Una volta Milton Erickson disse "Meglio leggere tutto un articolo, una volta che hai cominciato". Per questo motivo mi aspetto che chiunque cominci a leggere questo articolo sia improvvisamente preso dalla smania di finirlo, da un'ansia incontenibile di sapere cosa c'è scritto di così determinate sull'uso del linguaggio da parte di Milton Erickson.

In realtà quello che voglio mettere in evidenza nell'incipit dell'articolo, è uno dei più semplici pattern linguistici utilizzati da Milton Erickson. L'idea alla base di questo metodo indiretto di formulare suggestioni, è quello di riferire la suggestione come citazione di qualche personaggio famoso o di cui il soggetto con cui si sta lavorando abbia stima, al fine di caricare il messaggio con l'autorevolezza della fonte.

Lo scopo di questa manovra è quello di fornire suggestioni dirette in maniera indiretta, perché quando si cita qualcun altro l'ascoltatore non si rende conto che il messaggio in forma diretta della citazione è rivolto direttamente a lui.
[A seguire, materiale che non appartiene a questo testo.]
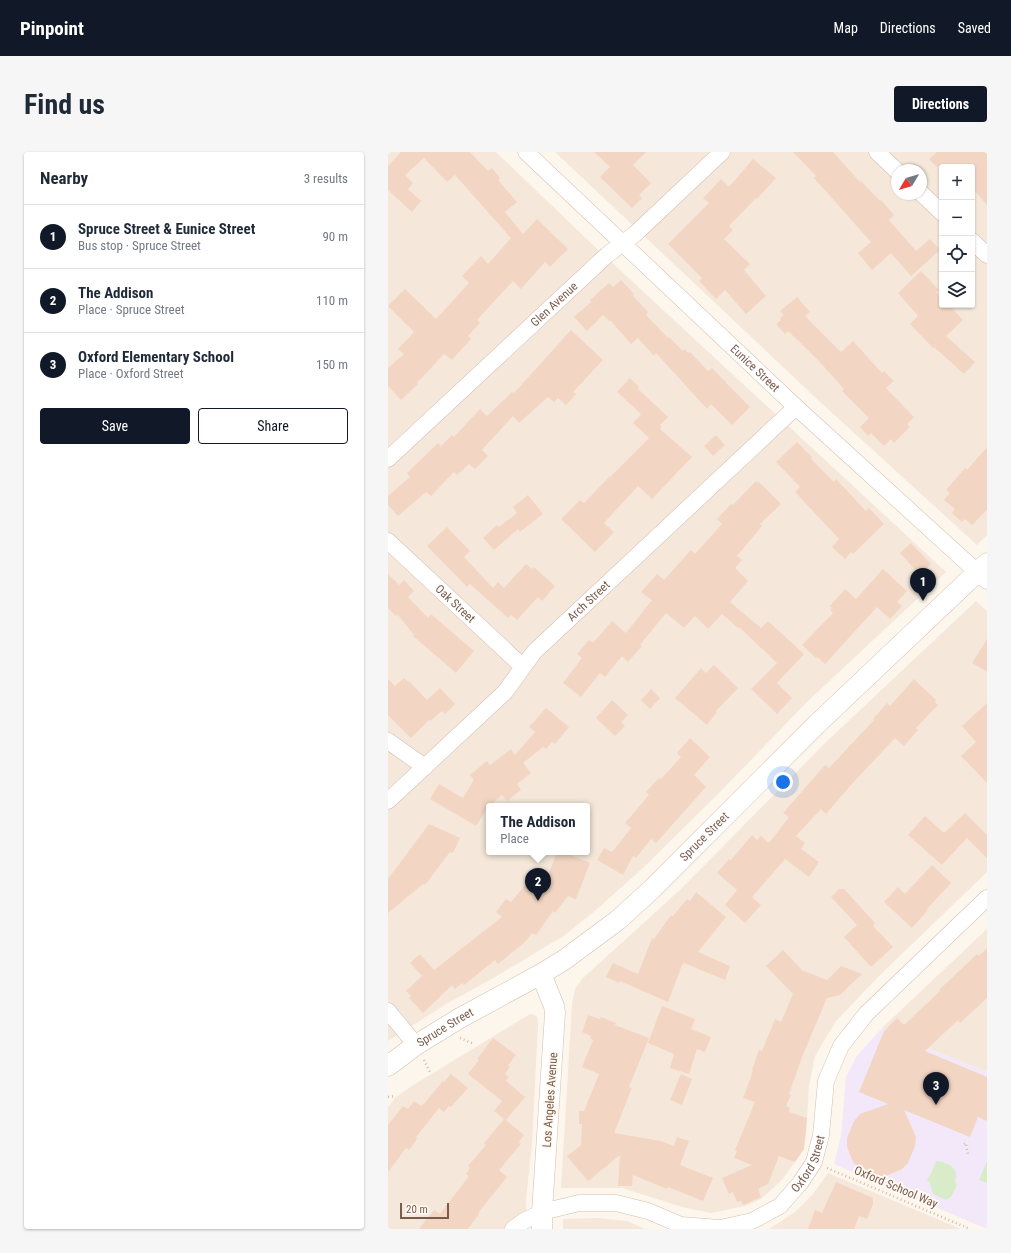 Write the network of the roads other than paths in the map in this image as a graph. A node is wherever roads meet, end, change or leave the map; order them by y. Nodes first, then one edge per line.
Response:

Così, suppone la teoria, il messaggio arriva direttamente al bersaglio senza incontrare ostacoli, impedendo a chi ascolta di mettere in atto difese e resistenze.

Questo metodo può essere utilizzato in molte varianti, ad esempio si può mettere un citazione nel bel mezzo di una metafora "E il vecchio disse al ragazzo: 'è ora che cominci a lasciarti alle spalle il passato, una volta per tutte!'". In questo caso la citazione perde l'efficacia della fonte, ma mantiene il suo carattere di suggestione celata tra le pieghe del discorso.

Naturalmente si può usare questo meccanismo al di fuori della trance e dell'ipnosi, durante una normale conversazione. Parlando con una persona che deve essere stimolata potete benissimo citare un personaggio noto e autorevole, che era solito dire: "Non è quanto duramente lavori, ma come lavori duramente che conta.".

Una volta raggiunto il bersaglio la suggestione dovrebbe mettere in moto i meccanismi per ripensare a che tipo di ruolo e impegno deve avere la persona con cui state parlando nei confronti del lavoro.

Per i sostenitori ad oltranza delle suggestioni indirette, questo è l'unico modo di dare suggestioni efficaci, mentre per chi come me è aperto anche alle vecchie ma sempre efficaci suggestioni dirette, questo è un modo come un altro di somministrare suggestioni. L'efficacia la fa la capacità dell'operatore nel dare al soggetto un ventaglio di suggestioni, tutte tendenti allo stesso scopo tra cui selezionare l'opportunità di cambiamento.

Un altro modo di formulare suggestioni sotto forma di citazioni, è quello di parlare di un precedente paziente: "E quindi a quel punto gli dico, chiudi gli occhi e con gli occhi chiusi il suo respiro comincia immediatamente rallentare, si fa profondo, molto profondo ...", un modo come un altro per cominciare ad indurre una trance. Si può fare in funzione dei degnale che manda la persona con cui si sta parlando, o semplicemente se si vuole dire che si fa un'ipnosi molto elegante e conversazionale. Inutile dire che se la persona con cui parlate è semplicemente terrorizzata dalla possibilità di andare in ipnosi, non basterà questo trucco verbale perché si lasci andare.

Secondo i puristi, la suggestione sotto forma di citazione deve esser espressa in seconda persona al tempo presente, come qualunque citazione che si rispetti, ma a questo proposito non sono così formale. Poiché la suggestione indiretta di questo tipo si affida alla sagacia e all'intelligenza dell'inconscio della persona con cui si sta parlando, preferisco che sia quest'ultimo a fare tutte le correzioni e le inferenze che la suggestione richiede. Se l'inconscio è abbastanza abile da capire i riferimenti della suggestione per poi mettere in atto quanto richiesto, deve essere altrettanto abile anche nell'interpretare la fase al di là della coniugazione dei verbi.